FDA Targets Gastric Band Surgery Advertisements
In late 2011, the U.S. Food and Drug Administration (“FDA“) launched an initiative targeting marketers of gastric band surgery following the death of five patients. The FDA is concerned that gastric band advertisements glamorize the surgical procedure without communicating any of the risks. Many of these advertisements feature slender men and women claiming to have lost massive amounts of weight and gained control of their lives solely as a result of undergoing gastric band surgery.
Gastric banding is a surgical procedure intended to reduce the size of the stomach for weight loss by placing a silicone band around the upper portion of the stomach to create a small pouch. As of todays date, the FDA has approved two gastric banding devices, the Lap-Band by Allergan, Inc. and the Realize Adjustable Gastric Band by Ethicon Endo-Surgery, Inc.
Pursuant to the Federal Food, Drug and Cosmetic Act (“FDCA“), product advertising for certain medical devices, such as gastric bands, must contain relevant warnings and information regarding precautions, side effects, and contraindications. Advertisements that do not contain all of the required information are considered misleading. As a result of misleading advertisements, the medical device will be deemed to be misbranded.

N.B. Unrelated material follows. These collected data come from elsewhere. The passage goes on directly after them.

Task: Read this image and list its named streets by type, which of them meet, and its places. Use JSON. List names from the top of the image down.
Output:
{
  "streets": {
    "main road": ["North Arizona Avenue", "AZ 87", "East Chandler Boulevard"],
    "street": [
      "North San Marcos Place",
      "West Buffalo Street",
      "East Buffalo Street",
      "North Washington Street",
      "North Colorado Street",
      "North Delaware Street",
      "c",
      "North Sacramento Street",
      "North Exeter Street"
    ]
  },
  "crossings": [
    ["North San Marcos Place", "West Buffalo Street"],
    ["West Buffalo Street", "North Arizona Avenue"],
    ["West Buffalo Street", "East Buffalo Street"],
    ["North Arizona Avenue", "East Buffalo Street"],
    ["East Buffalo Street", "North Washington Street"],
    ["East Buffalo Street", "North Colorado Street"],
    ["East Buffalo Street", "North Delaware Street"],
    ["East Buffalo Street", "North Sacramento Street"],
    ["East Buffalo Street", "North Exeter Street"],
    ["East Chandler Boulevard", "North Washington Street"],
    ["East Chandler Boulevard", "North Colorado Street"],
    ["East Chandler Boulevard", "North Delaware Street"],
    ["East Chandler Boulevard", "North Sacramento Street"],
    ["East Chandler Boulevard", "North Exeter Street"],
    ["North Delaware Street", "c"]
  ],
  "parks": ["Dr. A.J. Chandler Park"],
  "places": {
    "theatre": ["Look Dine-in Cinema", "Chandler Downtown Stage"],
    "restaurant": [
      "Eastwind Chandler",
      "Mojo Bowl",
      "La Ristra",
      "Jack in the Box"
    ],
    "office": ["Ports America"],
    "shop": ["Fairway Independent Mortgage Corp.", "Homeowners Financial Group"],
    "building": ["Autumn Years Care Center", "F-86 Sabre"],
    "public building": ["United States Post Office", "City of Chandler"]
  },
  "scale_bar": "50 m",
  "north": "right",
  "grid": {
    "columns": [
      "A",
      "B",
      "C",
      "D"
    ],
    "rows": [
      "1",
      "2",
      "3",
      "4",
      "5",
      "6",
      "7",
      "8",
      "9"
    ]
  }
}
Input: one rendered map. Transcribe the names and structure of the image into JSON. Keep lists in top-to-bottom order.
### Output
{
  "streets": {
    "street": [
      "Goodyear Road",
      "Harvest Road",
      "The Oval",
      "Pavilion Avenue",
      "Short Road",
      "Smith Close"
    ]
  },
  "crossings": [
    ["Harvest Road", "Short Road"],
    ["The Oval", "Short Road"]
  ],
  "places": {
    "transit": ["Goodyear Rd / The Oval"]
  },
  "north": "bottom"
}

On December 13, 2011, the FDA issued Warning Letters for misleading gastric band advertisements and misbranded gastric band devices to eight surgical centers and one marketing firm. On June 25, 2012, the FDA issued another Warning Letter to a doctor for Lap-Band advertisements which misbrand the device pursuant to Sections 502(q), 502(r), and 201(n) of the FDCA. The Warning Letters stated that the advertisements failed to reveal material facts, including relevant risk information regarding the use of the gastric band, age and other qualifying requirements for the procedure, and the need for ongoing modification of eating habits, as provided in the approved gastric band device labeling.
FDA Warning Letters notify the recipient and the public that the FDA believes that a particular firm has violated federal law. Thus, given the bad publicity that these letters generate, it is advantageous for firms to correct possible violations even before the FDA issues Warning Letters. The recipients of Warning Letters have 15 days to address the misbranding issues contained in the Warning Letter and to develop specific corrective actions. Failure to do so may put the recipient in jeopardy of facing product seizures or formal legal action by the FDA. Although some courts have previously ruled that Warning Letters are not immediately challengeable in federal court, the United States Supreme Courts recent ruling in Sackett v. EPA (which we discussed here) may have created a sea change in that jurisprudence. We will follow this issue closely, both for our clients and this blog.